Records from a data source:
______
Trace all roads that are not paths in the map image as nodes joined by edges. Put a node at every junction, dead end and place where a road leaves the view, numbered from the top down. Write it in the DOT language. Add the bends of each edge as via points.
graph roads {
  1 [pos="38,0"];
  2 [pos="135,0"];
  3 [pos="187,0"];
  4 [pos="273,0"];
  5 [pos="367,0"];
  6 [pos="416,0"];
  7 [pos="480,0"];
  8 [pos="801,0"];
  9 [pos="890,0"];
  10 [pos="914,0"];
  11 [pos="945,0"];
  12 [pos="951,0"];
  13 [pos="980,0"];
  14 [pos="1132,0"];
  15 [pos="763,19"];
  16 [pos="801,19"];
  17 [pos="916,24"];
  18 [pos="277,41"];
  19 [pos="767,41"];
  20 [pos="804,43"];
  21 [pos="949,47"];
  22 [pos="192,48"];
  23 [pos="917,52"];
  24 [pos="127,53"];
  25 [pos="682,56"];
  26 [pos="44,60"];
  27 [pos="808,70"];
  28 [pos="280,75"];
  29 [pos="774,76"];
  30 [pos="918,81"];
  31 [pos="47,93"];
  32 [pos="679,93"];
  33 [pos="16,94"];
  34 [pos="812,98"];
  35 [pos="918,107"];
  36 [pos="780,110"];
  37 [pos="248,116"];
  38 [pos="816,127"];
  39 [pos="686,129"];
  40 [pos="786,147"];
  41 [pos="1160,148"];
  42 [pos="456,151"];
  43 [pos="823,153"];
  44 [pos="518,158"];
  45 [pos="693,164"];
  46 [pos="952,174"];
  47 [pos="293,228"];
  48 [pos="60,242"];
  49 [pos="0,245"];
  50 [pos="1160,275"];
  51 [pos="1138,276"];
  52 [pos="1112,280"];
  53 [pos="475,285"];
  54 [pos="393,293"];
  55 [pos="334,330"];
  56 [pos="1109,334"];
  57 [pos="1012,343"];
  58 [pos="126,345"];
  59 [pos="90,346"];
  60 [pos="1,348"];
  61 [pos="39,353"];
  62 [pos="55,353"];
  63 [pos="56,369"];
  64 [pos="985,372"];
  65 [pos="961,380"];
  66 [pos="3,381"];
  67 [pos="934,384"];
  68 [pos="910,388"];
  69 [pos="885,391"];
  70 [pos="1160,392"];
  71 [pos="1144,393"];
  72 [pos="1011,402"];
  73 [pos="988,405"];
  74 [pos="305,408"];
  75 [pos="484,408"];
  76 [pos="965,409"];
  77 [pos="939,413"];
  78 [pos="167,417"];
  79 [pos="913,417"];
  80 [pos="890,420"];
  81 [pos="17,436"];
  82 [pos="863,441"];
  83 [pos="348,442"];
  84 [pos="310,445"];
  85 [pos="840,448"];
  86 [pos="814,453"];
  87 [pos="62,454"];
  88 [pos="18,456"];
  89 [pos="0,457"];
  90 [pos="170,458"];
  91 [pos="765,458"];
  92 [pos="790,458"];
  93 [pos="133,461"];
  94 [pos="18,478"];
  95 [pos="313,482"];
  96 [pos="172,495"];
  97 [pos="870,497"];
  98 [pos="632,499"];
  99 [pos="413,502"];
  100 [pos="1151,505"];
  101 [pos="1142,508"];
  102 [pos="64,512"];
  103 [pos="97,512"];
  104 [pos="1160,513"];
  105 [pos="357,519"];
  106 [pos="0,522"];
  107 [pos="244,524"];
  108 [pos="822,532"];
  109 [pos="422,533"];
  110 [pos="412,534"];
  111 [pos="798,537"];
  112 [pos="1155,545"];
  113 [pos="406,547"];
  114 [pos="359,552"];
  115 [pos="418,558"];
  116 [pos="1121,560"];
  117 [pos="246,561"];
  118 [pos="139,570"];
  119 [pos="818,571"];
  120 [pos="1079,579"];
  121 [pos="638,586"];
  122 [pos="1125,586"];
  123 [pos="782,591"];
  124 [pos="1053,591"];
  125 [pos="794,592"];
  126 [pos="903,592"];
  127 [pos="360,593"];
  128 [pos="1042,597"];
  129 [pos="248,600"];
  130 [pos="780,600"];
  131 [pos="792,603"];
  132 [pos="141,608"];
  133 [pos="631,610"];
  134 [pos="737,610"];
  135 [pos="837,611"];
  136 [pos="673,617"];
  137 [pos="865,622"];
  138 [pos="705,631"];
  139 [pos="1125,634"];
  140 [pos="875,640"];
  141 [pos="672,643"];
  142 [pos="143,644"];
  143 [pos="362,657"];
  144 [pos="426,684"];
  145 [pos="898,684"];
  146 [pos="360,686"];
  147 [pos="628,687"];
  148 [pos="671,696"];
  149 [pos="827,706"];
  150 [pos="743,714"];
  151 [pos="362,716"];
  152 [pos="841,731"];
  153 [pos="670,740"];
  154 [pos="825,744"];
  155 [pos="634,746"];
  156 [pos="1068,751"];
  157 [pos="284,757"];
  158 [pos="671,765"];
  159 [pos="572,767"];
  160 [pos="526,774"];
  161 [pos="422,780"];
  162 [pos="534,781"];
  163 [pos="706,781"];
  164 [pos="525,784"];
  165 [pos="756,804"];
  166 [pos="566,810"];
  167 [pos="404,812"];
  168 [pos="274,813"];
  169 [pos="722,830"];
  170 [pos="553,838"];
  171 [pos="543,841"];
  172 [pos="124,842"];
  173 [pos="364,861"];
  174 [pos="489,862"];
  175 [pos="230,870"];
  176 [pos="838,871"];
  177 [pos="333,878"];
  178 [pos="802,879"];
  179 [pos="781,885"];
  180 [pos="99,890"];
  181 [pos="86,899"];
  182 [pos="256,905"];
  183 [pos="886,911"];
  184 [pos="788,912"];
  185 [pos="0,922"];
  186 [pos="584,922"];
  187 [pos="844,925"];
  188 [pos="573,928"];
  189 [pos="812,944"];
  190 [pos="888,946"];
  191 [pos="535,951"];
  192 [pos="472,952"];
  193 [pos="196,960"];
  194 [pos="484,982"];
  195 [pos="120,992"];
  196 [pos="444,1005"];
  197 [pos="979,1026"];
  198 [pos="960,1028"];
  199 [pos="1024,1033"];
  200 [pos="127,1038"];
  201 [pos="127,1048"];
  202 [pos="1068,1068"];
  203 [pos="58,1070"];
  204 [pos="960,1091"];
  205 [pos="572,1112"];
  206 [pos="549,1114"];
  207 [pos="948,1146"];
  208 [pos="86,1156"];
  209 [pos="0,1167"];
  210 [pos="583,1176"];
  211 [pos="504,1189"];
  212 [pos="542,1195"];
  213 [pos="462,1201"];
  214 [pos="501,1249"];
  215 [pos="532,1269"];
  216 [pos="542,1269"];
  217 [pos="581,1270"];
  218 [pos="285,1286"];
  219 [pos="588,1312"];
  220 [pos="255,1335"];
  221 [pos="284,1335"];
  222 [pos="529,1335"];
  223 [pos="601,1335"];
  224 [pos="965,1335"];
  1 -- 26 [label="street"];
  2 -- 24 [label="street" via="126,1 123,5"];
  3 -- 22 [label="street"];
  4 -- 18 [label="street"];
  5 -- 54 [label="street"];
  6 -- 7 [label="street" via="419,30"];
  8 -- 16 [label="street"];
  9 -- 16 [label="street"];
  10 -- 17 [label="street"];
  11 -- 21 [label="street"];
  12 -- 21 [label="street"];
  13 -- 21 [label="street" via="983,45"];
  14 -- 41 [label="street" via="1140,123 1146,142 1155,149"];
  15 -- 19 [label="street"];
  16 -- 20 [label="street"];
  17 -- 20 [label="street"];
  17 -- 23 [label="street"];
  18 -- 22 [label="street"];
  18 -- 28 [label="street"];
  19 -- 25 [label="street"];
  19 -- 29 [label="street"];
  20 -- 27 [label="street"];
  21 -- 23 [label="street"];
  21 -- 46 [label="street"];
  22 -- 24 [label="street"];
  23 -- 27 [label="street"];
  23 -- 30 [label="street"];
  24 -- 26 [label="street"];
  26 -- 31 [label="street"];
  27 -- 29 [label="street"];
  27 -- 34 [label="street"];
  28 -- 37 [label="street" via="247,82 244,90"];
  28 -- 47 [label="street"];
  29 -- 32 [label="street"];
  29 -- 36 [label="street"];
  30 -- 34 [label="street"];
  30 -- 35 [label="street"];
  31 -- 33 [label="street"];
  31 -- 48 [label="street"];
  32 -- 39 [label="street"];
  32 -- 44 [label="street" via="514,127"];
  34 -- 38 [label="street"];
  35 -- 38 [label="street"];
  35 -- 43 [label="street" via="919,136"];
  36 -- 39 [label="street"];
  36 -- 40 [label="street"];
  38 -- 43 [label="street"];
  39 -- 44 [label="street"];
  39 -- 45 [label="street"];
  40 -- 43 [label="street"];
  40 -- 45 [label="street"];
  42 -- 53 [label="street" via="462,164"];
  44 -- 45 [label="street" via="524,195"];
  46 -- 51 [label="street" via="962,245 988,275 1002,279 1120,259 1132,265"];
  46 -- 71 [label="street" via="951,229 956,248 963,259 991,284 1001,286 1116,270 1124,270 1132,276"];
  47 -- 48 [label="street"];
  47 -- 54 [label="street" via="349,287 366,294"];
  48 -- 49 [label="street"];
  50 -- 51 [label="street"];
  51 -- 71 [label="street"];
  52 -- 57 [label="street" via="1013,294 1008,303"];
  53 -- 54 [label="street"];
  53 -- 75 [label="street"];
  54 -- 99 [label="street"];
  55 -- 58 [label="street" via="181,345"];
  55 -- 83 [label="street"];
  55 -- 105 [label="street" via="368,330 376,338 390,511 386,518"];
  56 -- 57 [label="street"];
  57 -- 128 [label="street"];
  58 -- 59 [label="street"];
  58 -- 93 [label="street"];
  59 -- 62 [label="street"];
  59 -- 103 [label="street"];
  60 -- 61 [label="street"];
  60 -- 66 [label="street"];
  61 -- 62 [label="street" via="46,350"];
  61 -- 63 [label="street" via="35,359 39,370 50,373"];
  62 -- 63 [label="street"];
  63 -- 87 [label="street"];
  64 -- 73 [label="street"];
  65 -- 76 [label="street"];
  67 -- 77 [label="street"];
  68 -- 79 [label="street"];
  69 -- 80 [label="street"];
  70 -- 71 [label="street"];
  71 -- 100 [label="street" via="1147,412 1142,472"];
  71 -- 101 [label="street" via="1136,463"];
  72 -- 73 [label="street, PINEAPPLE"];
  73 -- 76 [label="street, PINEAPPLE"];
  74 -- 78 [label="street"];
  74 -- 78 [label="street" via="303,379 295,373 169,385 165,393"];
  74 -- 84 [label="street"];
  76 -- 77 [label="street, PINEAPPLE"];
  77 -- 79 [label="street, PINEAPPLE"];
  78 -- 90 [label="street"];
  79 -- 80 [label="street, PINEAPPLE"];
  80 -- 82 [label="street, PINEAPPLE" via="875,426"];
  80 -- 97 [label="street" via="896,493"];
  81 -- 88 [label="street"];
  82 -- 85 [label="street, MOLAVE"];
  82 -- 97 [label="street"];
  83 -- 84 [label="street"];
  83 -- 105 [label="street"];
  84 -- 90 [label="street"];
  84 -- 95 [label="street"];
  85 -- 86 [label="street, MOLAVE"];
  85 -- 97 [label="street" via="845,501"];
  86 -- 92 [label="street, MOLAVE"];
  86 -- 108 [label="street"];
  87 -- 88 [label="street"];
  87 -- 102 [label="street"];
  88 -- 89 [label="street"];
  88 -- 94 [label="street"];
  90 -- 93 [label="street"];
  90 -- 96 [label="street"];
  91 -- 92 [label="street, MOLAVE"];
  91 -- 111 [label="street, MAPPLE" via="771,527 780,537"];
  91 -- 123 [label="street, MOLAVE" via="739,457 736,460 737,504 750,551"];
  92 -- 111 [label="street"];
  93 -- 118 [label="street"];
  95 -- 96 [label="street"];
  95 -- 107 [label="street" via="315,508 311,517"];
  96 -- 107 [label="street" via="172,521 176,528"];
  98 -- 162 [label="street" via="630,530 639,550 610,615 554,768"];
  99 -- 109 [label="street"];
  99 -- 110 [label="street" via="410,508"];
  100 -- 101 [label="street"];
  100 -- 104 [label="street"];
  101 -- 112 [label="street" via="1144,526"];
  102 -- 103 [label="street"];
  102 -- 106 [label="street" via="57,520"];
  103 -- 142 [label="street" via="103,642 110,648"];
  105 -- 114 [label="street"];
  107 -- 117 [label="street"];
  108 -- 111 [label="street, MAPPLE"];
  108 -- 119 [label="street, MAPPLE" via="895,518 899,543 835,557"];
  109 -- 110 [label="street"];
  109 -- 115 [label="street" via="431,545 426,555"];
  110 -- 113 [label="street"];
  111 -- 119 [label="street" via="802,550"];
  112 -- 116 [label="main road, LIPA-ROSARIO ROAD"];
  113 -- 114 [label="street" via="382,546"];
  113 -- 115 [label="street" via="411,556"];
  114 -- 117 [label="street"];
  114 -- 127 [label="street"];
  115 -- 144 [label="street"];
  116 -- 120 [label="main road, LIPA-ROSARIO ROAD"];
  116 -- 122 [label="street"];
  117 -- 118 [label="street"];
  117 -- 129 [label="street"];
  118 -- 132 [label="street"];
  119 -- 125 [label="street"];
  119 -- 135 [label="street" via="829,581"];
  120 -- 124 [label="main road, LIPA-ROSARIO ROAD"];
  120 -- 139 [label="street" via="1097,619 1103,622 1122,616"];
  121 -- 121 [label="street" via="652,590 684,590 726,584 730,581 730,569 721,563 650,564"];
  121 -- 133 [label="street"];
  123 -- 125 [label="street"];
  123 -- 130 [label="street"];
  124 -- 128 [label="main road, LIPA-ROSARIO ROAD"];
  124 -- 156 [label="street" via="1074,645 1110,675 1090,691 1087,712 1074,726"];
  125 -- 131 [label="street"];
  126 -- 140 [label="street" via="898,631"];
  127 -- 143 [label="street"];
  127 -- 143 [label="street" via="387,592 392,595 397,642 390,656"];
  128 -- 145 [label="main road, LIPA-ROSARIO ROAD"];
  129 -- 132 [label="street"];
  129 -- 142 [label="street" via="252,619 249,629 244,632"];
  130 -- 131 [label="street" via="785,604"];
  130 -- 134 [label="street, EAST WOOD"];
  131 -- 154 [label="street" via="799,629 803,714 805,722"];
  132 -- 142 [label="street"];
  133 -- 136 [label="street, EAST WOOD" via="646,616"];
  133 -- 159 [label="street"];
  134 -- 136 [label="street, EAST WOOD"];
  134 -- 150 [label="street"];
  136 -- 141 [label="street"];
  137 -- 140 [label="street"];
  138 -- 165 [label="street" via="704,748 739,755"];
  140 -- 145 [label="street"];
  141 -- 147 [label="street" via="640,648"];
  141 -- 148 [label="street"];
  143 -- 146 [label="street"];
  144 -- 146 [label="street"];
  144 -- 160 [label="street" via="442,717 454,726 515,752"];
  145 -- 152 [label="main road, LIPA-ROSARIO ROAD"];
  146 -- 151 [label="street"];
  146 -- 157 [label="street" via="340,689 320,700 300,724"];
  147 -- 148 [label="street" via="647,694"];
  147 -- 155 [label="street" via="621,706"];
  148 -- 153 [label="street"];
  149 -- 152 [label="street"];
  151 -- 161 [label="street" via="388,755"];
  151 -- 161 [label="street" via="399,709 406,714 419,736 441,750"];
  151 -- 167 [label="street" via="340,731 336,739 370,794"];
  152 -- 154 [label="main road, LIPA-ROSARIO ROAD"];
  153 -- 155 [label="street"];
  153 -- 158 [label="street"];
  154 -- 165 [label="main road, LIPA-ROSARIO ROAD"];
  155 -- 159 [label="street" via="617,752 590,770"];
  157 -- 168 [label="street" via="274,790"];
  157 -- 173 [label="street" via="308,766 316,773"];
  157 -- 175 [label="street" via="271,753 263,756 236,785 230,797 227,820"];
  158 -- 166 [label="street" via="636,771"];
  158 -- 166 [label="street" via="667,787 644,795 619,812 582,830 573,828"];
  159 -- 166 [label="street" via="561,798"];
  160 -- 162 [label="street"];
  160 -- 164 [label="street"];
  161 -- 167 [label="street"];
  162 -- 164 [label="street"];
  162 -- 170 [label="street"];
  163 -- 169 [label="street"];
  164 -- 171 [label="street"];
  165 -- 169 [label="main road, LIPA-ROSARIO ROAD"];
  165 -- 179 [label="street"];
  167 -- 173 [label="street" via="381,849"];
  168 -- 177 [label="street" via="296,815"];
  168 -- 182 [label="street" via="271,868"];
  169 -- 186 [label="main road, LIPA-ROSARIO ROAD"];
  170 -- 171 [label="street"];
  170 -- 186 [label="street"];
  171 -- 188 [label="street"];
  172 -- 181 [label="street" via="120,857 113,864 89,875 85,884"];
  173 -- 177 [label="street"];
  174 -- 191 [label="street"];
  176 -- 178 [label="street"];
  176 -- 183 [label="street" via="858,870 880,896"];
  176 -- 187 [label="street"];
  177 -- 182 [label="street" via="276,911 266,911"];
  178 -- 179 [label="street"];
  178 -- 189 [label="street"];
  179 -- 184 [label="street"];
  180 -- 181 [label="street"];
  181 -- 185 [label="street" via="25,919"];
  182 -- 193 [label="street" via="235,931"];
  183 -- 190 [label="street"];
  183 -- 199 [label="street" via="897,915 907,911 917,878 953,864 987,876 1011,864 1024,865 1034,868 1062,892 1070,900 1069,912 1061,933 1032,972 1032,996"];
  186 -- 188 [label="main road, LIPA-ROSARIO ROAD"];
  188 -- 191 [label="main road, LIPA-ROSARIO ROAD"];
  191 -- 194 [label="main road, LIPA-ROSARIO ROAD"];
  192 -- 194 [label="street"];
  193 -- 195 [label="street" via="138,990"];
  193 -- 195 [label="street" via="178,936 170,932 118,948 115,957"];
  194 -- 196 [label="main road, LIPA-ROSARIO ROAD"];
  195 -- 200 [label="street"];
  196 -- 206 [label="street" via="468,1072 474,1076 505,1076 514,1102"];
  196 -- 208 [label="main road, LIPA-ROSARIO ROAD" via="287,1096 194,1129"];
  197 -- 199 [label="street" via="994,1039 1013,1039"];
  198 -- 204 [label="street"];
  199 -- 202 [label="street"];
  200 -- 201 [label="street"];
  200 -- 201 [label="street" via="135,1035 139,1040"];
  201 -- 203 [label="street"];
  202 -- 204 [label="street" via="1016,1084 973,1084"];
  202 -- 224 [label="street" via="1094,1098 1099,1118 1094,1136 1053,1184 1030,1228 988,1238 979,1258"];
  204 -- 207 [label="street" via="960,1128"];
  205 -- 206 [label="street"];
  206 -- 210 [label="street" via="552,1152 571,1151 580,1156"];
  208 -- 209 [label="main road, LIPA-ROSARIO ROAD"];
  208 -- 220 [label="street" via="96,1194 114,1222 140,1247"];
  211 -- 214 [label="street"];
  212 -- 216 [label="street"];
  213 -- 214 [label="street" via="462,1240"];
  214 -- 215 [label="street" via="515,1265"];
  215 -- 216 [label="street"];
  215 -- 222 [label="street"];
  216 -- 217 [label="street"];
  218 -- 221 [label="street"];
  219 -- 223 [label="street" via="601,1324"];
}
______
Which lines hold the string "MAPPLE"? Copy all of them from the data above.

  91 -- 111 [label="street, MAPPLE" via="771,527 780,537"];
  108 -- 111 [label="street, MAPPLE"];
  108 -- 119 [label="street, MAPPLE" via="895,518 899,543 835,557"];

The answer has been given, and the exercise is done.